I don't have too many opportunities to discuss restaurants that I believe to be nearly perfect, but last night's dining experience, at Seasonal, was one such pleasure. I started off on the wrong foot at a table too near the door and hostess stand and without wine or cocktail list for ten minutes before a lanky manager arrived to quench my thirst. From there, the night could have gone sour, but it didn't, not by a long shot. To start, K. and I ordered cocktails made with Sekt and apricot nectar and elderflower. Next, I flagged our thickly-accented server-manager-type and asked for a bottle of 1992 Spatlese riesling from Germany, a surprising steal on an otherwise expensive list. Recognizing my pedigree from my pick, my new manager friend sent, to start, a glass of J.J. Prum.

I should have known from the amuse bouche, a sliver of cured fluke that should speak for all raw fish everywhere, that our meal would sing. We wanted to eat three courses and began with a soft-poached egg, which came with rich lobster knuckles and pumpernickel crumbles and hen of the woods mushrooms. It was delicate and earthy with a touch of salinity from the sea, a stark comparison to the rich pork belly, adorned with silken quince and honey. The belly itself was fork tender, a pink plume of meat that can so often disappoint, rose to the occasion.

Next, a midcourse of consomme with rock shrimp and bone marrow and cubed rutabaga. I didn't know it would be such a pristine show-stopper, elegant and flush with contrasting textures. The bone marrow, no more than an inch wide, would have been fine on toast, but in the clear soup, bobbing around like the world's best butter, it inspired.

The house sent a second midcourse, fried veal sweetbreads with an accompanying cream of celery root, a sliver of onion, a leaf from a blanched Brussels sprout. I was relieved at its arrival--the dish was one I had wanted to order when I had originally considered my options. With our extra course, our manager returned to bestow upon us mystery glasses of wine, on him. I guessed Gruner Veltliner, from its crispness and aroma of green apples and was rewarded with a nod.

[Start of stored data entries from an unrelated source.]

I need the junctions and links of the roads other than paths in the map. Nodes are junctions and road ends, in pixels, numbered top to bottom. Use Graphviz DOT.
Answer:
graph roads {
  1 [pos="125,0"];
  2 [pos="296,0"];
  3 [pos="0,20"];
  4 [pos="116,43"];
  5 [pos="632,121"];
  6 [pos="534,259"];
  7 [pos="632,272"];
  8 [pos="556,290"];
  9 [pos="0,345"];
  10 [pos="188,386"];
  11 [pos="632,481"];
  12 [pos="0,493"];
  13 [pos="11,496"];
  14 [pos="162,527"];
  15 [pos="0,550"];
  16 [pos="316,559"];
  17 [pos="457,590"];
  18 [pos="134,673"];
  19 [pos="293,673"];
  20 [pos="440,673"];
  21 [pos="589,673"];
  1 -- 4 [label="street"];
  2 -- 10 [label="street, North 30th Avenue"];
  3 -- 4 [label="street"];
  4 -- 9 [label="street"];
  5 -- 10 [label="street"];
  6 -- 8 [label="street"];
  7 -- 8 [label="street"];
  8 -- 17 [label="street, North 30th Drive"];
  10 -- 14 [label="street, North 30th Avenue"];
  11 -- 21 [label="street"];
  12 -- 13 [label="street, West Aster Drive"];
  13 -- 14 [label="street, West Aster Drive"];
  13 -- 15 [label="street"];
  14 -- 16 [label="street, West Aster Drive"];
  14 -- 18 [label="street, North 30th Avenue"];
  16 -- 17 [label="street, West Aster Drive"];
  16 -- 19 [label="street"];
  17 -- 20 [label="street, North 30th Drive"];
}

And then our entrees arrived, pillowy veal wiener schnitzel with lingonberry jam and soft, creamy, salty scalloped potatoes. On the side, a cucumber salad, cut into ribbons and slickened with mayonnaise, provided crunch. Cheesy spaetzle sent my stomach over the line into deeply full, even though it teemed with vegetables. Still, I had room for a recommended dessert: kaiserschmarrn, or dough dumplings that are pan fried and coated in sugar and spice and served with sliced apple compote on the side.